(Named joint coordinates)
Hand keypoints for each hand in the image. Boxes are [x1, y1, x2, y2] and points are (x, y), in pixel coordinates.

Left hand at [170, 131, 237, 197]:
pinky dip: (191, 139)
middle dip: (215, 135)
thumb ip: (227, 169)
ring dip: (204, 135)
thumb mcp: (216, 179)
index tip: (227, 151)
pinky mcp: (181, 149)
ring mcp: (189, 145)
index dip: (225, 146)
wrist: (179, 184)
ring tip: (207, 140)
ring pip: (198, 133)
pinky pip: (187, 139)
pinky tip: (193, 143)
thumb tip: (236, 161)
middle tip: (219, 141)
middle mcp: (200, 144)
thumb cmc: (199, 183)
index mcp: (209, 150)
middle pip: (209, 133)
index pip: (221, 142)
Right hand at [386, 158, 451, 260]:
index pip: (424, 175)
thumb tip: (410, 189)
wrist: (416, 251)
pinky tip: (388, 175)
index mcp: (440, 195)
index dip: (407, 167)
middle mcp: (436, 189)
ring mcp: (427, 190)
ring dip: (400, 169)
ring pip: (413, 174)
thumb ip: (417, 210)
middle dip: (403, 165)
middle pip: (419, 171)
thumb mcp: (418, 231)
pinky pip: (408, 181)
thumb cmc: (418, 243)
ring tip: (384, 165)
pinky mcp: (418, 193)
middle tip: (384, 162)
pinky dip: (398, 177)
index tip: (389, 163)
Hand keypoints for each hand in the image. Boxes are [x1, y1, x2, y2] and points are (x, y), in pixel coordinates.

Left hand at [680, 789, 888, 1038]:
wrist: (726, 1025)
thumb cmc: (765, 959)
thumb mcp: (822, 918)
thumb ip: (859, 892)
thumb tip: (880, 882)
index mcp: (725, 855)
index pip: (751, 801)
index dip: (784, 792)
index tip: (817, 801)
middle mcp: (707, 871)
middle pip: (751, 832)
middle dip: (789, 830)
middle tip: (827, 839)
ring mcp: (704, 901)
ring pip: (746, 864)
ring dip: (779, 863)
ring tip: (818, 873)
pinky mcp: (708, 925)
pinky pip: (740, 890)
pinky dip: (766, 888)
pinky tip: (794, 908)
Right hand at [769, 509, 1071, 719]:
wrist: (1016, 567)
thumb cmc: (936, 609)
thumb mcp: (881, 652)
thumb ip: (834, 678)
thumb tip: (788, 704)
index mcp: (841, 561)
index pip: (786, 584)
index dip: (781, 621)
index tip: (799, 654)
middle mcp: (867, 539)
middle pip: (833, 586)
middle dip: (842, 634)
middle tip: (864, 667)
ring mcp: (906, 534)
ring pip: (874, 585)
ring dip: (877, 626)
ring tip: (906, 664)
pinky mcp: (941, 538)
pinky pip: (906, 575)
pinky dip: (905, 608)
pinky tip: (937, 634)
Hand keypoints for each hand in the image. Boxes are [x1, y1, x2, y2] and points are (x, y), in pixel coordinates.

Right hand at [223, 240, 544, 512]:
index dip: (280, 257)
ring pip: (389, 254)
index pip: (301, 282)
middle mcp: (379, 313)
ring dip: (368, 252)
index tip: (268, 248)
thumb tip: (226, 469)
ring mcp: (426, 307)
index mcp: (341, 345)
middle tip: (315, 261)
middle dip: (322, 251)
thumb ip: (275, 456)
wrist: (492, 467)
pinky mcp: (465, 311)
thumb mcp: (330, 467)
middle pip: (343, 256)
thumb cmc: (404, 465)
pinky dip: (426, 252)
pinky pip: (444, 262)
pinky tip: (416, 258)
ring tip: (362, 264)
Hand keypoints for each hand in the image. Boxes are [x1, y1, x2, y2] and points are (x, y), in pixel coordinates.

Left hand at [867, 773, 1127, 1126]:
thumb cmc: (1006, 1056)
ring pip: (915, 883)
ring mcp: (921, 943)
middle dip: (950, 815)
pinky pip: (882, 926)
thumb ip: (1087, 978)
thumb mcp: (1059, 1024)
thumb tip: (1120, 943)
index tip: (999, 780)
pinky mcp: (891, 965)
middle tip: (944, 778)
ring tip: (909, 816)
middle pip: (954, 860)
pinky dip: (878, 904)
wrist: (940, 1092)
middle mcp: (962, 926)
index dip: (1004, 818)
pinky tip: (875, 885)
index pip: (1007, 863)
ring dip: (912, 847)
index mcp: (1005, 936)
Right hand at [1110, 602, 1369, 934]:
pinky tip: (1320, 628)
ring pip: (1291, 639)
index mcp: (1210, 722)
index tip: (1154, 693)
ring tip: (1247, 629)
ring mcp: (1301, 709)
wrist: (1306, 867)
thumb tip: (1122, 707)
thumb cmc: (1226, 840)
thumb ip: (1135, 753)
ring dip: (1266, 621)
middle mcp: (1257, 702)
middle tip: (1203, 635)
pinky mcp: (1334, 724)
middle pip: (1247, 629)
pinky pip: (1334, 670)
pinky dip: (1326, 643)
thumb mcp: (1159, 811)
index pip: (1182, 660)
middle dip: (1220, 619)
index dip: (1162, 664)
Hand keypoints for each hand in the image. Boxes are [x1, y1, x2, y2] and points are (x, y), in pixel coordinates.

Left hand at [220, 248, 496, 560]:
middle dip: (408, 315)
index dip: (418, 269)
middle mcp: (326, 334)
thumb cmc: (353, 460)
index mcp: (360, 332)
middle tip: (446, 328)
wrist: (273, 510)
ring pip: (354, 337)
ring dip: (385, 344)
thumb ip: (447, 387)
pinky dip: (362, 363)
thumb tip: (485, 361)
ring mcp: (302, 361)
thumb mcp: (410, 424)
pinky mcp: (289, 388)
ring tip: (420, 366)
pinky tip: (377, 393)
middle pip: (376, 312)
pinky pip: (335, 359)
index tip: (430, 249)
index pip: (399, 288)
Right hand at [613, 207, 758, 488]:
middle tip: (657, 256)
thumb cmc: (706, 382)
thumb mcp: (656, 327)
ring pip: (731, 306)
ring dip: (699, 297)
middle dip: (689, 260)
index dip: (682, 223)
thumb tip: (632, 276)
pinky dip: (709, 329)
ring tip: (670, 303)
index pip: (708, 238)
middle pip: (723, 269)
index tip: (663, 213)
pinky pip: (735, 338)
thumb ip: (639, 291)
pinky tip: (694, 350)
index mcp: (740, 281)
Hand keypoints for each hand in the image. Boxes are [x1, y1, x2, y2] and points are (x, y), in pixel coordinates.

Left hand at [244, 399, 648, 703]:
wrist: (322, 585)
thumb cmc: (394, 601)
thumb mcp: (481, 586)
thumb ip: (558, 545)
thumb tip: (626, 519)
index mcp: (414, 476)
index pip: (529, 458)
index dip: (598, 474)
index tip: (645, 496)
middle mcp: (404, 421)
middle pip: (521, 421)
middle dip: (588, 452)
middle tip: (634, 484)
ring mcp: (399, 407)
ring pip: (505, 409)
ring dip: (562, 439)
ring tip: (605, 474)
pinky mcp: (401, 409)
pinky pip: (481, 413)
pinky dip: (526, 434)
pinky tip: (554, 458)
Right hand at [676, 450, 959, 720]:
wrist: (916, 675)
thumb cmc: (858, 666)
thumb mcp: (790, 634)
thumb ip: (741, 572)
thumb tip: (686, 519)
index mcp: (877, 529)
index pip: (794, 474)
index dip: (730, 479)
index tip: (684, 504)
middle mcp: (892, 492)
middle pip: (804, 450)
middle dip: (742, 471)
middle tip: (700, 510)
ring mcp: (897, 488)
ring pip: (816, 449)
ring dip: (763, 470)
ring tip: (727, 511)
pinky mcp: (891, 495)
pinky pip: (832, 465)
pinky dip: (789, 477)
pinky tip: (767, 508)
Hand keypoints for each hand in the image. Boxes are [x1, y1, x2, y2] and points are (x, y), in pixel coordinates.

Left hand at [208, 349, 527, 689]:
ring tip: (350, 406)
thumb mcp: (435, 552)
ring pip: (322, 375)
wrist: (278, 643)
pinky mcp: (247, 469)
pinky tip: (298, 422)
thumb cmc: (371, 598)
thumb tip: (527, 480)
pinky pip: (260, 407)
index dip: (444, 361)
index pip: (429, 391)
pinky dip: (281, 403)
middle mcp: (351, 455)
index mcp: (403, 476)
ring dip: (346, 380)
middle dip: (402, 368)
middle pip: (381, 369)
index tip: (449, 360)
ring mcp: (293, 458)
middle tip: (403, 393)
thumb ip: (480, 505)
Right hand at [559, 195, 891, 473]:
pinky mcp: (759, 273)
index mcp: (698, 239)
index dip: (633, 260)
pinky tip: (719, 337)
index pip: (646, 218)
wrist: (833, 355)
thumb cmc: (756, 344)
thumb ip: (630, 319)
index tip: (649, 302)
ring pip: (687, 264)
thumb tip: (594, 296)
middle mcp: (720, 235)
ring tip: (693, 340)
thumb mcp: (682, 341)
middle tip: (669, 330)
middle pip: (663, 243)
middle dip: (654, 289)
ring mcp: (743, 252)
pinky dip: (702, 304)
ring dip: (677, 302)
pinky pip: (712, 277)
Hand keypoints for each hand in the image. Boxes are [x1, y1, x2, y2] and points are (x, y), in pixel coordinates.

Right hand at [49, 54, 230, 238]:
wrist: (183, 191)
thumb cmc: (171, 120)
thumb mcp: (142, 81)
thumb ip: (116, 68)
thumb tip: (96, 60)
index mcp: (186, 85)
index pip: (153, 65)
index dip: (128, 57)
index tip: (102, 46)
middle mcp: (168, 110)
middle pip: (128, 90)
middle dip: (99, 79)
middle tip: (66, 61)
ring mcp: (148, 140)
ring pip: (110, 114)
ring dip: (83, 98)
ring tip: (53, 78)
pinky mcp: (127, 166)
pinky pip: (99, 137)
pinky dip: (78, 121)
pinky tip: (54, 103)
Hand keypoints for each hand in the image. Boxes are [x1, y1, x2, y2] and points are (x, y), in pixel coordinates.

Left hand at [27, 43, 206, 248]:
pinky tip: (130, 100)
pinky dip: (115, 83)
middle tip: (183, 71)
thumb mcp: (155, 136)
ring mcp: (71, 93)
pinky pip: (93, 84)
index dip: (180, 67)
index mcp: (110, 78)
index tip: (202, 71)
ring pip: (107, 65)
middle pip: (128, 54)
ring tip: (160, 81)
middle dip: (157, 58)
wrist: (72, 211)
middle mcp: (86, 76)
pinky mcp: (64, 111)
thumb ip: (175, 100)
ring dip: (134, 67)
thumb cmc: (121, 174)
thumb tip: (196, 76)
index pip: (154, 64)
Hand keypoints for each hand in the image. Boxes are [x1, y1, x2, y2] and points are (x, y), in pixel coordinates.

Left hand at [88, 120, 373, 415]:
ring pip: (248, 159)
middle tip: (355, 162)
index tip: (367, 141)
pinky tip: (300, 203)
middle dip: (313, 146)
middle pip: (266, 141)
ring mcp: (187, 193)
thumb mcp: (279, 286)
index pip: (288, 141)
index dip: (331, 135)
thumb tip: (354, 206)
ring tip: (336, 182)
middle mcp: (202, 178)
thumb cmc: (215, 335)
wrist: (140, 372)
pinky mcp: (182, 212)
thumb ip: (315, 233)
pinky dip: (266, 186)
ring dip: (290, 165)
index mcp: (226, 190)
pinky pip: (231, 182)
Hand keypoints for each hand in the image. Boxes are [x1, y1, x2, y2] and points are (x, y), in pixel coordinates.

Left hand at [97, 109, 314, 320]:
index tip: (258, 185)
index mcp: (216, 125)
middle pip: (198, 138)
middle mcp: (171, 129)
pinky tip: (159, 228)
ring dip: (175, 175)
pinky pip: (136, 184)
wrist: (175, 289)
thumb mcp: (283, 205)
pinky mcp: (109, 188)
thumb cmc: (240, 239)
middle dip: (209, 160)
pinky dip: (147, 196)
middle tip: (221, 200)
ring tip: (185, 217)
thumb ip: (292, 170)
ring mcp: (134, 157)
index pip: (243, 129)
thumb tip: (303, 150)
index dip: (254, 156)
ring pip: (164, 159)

**What is being asked**
Working from the data above, extract solely the lines from the one containing "ring pip: (816, 449)" through the one containing "ring mcp: (293, 458)", exactly as they appear, both included.

**Result**
ring pip: (816, 449)
ring dip: (763, 470)
ring tip: (727, 511)
pinky mcp: (891, 495)
pinky pip: (832, 465)
pinky dip: (789, 477)
pinky tip: (767, 508)
Hand keypoints for each hand in the image. Boxes are [x1, y1, x2, y2] and points are (x, y), in pixel coordinates.

Left hand at [208, 349, 527, 689]:
ring tip: (350, 406)
thumb mcp: (435, 552)
ring pip: (322, 375)
wrist: (278, 643)
pinky mcp: (247, 469)
pinky tip: (298, 422)
thumb cmc: (371, 598)
thumb tip: (527, 480)
pinky pip: (260, 407)
index dip: (444, 361)
index pip: (429, 391)
pinky dip: (281, 403)
middle mcp: (351, 455)
index mcp: (403, 476)
ring dip: (346, 380)
middle dip: (402, 368)
middle pip: (381, 369)
index tip: (449, 360)
ring mcp: (293, 458)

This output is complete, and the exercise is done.